--- EXERCISE MATERIAL ---

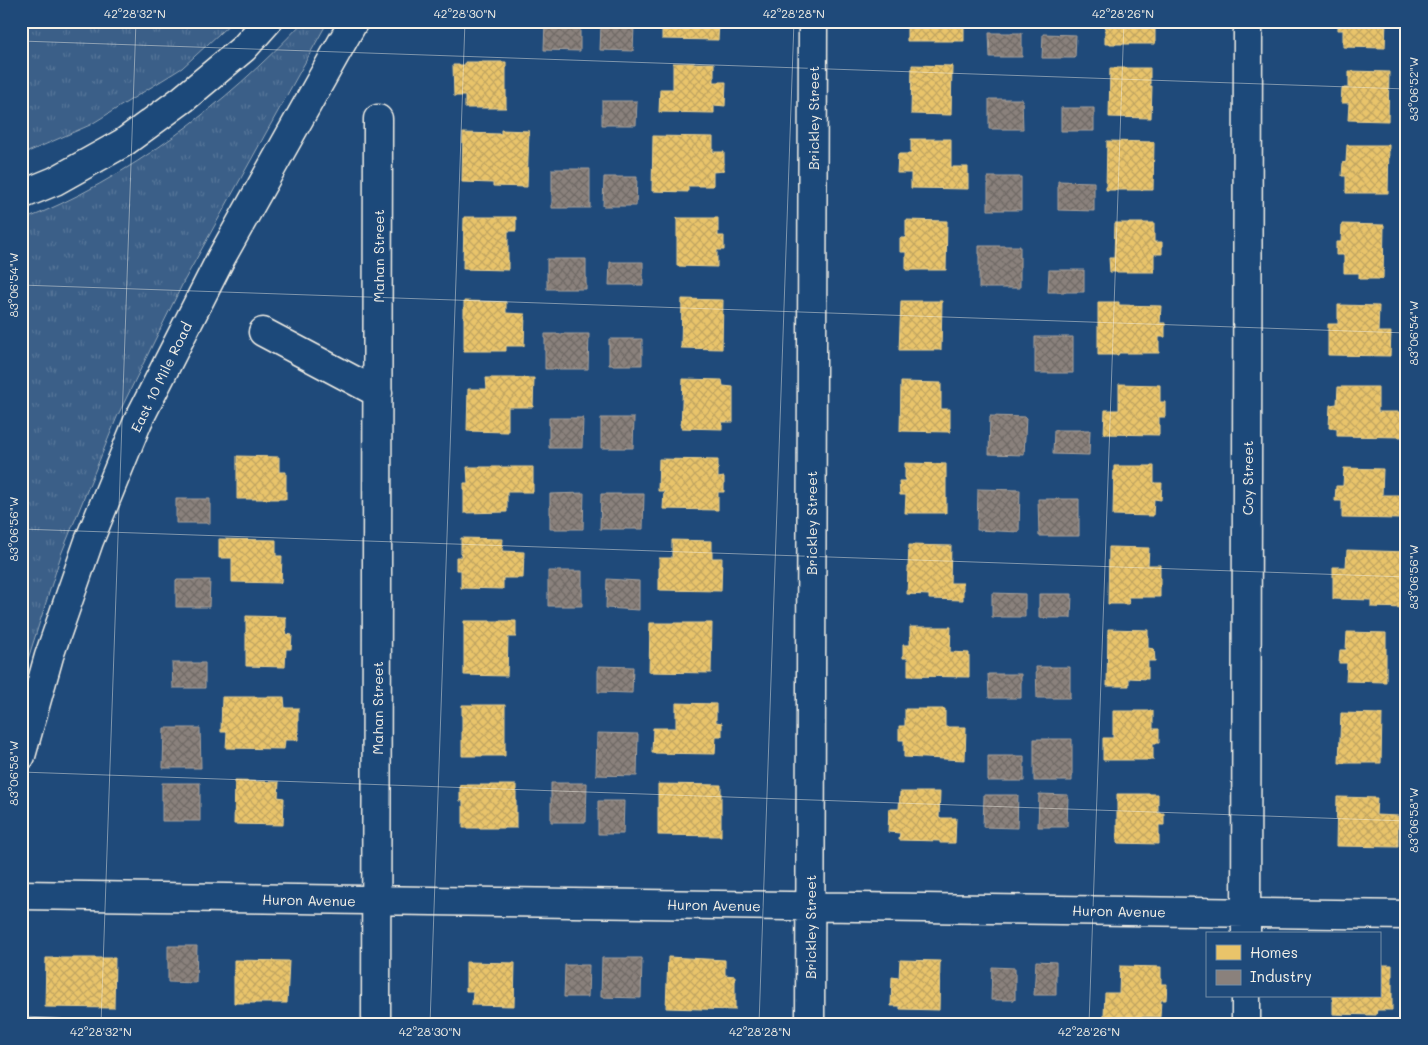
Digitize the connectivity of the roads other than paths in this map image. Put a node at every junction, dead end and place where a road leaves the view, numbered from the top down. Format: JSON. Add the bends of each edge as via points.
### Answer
{"nodes":[{"id":1,"x":268,"y":21,"type":"edge"},
{"id":2,"x":354,"y":21,"type":"edge"},
{"id":3,"x":813,"y":21,"type":"edge"},
{"id":4,"x":1248,"y":21,"type":"edge"},
{"id":5,"x":378,"y":119,"type":"dead end"},
{"id":6,"x":21,"y":195,"type":"edge"},
{"id":7,"x":263,"y":332,"type":"dead end"},
{"id":8,"x":378,"y":393,"type":"junction"},
{"id":9,"x":21,"y":756,"type":"edge"},
{"id":10,"x":21,"y":895,"type":"edge"},
{"id":11,"x":376,"y":901,"type":"junction"},
{"id":12,"x":810,"y":906,"type":"junction"},
{"id":13,"x":1407,"y":915,"type":"edge"},
{"id":14,"x":1246,"y":923,"type":"edge"},
{"id":15,"x":1246,"y":998,"type":"edge"},
{"id":16,"x":376,"y":1024,"type":"edge"},
{"id":17,"x":810,"y":1024,"type":"edge"},
{"id":18,"x":1246,"y":1024,"type":"edge"}],
"edges":[{"from":1,"to":6,"type":"street","via":[[244,48],[123,144]]},
{"from":2,"to":9,"type":"street","name":"East 10 Mile Road","via":[[221,258],[138,421],[86,550],[49,656]]},
{"from":3,"to":12,"type":"street","name":"Brickley Street"},
{"from":4,"to":14,"type":"street","name":"Coy Street"},
{"from":5,"to":8,"type":"street","name":"Mahan Street"},
{"from":7,"to":8,"type":"street"},
{"from":8,"to":11,"type":"street","name":"Mahan Street"},
{"from":10,"to":11,"type":"street","name":"Huron Avenue"},
{"from":11,"to":12,"type":"street","name":"Huron Avenue"},
{"from":11,"to":16,"type":"street","name":"Mahan Street"},
{"from":12,"to":14,"type":"street","name":"Huron Avenue"},
{"from":12,"to":17,"type":"street","name":"Brickley Street"},
{"from":13,"to":14,"type":"street","name":"Huron Avenue"},
{"from":15,"to":18,"type":"street"}]}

---

* WORK REQUEST
Please return the full listing exactly as given, with the images left out.

* COMPLETED EXERCISE
Digitize the connectivity of the roads other than paths in this map image. Put a node at every junction, dead end and place where a road leaves the view, numbered from the top down. Format: JSON. Add the bends of each edge as via points.
### Answer
{"nodes":[{"id":1,"x":268,"y":21,"type":"edge"},
{"id":2,"x":354,"y":21,"type":"edge"},
{"id":3,"x":813,"y":21,"type":"edge"},
{"id":4,"x":1248,"y":21,"type":"edge"},
{"id":5,"x":378,"y":119,"type":"dead end"},
{"id":6,"x":21,"y":195,"type":"edge"},
{"id":7,"x":263,"y":332,"type":"dead end"},
{"id":8,"x":378,"y":393,"type":"junction"},
{"id":9,"x":21,"y":756,"type":"edge"},
{"id":10,"x":21,"y":895,"type":"edge"},
{"id":11,"x":376,"y":901,"type":"junction"},
{"id":12,"x":810,"y":906,"type":"junction"},
{"id":13,"x":1407,"y":915,"type":"edge"},
{"id":14,"x":1246,"y":923,"type":"edge"},
{"id":15,"x":1246,"y":998,"type":"edge"},
{"id":16,"x":376,"y":1024,"type":"edge"},
{"id":17,"x":810,"y":1024,"type":"edge"},
{"id":18,"x":1246,"y":1024,"type":"edge"}],
"edges":[{"from":1,"to":6,"type":"street","via":[[244,48],[123,144]]},
{"from":2,"to":9,"type":"street","name":"East 10 Mile Road","via":[[221,258],[138,421],[86,550],[49,656]]},
{"from":3,"to":12,"type":"street","name":"Brickley Street"},
{"from":4,"to":14,"type":"street","name":"Coy Street"},
{"from":5,"to":8,"type":"street","name":"Mahan Street"},
{"from":7,"to":8,"type":"street"},
{"from":8,"to":11,"type":"street","name":"Mahan Street"},
{"from":10,"to":11,"type":"street","name":"Huron Avenue"},
{"from":11,"to":12,"type":"street","name":"Huron Avenue"},
{"from":11,"to":16,"type":"street","name":"Mahan Street"},
{"from":12,"to":14,"type":"street","name":"Huron Avenue"},
{"from":12,"to":17,"type":"street","name":"Brickley Street"},
{"from":13,"to":14,"type":"street","name":"Huron Avenue"},
{"from":15,"to":18,"type":"street"}]}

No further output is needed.